S.P.EversConstr;1062674 said:


> the shoveler is an employee paid $12/hr


Heres more costs.... Workers Comp, payroll taxes, and fees.... make sure your arss and their arss is covered


----------



## cet (Oct 2, 2004)

I looked on Google Earth and the main part of that lot looks easy to me.Spend the money and at least buy a cheap pair of wings. I think you can get them for $200 approx. 
1-3 3 hours, 3-6 4 hours, 6-9 5 hours and 9-12 6 hours. If the sidewalk guy is with you then he will be there as long as you are. I'm sure he will be finished way before you so you will need how to price the walks. Salting the walks is 100lbs at most and that would be heavy but you would need to use a spreader or you will use way more by hand. For the parking lot if you are using bagged material the price is going to be high especially with the treated salts. I buy treated in bulk and I bet I could buy and spread cheaper then you can even buy. If you are using a tailgate spreader then the side walk guy can load it for you.
Plug your hourly rate in and there is your price.
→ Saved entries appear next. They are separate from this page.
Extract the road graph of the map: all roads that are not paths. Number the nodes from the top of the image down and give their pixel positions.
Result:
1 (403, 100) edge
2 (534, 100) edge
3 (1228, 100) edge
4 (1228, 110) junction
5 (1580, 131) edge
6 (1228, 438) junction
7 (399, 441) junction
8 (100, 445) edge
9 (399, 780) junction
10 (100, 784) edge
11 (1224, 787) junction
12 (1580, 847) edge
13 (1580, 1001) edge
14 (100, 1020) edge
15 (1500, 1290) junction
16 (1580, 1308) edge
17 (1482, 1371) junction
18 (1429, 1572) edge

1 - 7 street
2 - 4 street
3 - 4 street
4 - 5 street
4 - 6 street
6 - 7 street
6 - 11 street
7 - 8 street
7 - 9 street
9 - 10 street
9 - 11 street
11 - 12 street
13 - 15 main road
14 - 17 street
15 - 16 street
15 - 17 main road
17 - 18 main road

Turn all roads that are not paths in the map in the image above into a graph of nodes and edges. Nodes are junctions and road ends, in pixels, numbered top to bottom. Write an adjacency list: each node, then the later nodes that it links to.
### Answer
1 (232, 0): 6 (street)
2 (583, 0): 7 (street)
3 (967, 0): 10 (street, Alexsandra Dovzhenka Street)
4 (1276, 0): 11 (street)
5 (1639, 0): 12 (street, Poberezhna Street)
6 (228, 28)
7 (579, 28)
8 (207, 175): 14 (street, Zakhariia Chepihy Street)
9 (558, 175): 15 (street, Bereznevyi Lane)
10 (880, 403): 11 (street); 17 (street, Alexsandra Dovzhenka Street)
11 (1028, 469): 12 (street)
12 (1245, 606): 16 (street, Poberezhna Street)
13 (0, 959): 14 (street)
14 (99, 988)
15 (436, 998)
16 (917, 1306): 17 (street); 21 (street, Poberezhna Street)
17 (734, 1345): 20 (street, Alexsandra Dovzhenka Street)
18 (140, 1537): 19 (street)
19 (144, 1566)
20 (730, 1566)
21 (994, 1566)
Have you phoned for insurance yet. I would do that before anything else.

My plowing times might be a bit low but for the last 8 years I have only used winged plows and they are faster.


----------



## S.P.EversConstr (Aug 24, 2010)

Yea I have talk to my insurance and everything all set. Thank you for your advice CET helps a lot.


----------



## DJM2011 (Jul 11, 2010)

*1-2.9" 3-5.99"*

Do not ever sign a contract or offer one that has 1-3 3-6 6-9 what happens if you get 20 storms at 6 inches. are you charging the 3-6 or the 6-9 you could loose 50 percent of billable storms.

Just my 1-2 2-3 cents


----------



## S.P.EversConstr (Aug 24, 2010)

Well i feel the same way but in my contract it says the driver determins the amount on the ground and that what he says is final. They have agreed on those terms


----------



## cet (Oct 2, 2004)

He might be suggesting 1-3, 3.1-6, 6.1-9 and so on. Just make sure on your bill you put 3.5 or even 4.


----------



## DJM2011 (Jul 11, 2010)

S.P.EversConstr;1062917 said:


> Well i feel the same way but in my contract it says the driver determins the amount on the ground and that what he says is final. They have agreed on those terms


I guess if the client agrees that is one thing. I would also make sure the service sheet or route sheet or service tag the driver should be filling out, reflects the actual snow fall. and that if its questioned, a weather service or an agreed site is used for snow measurement totals per storm, or per day, or per hour.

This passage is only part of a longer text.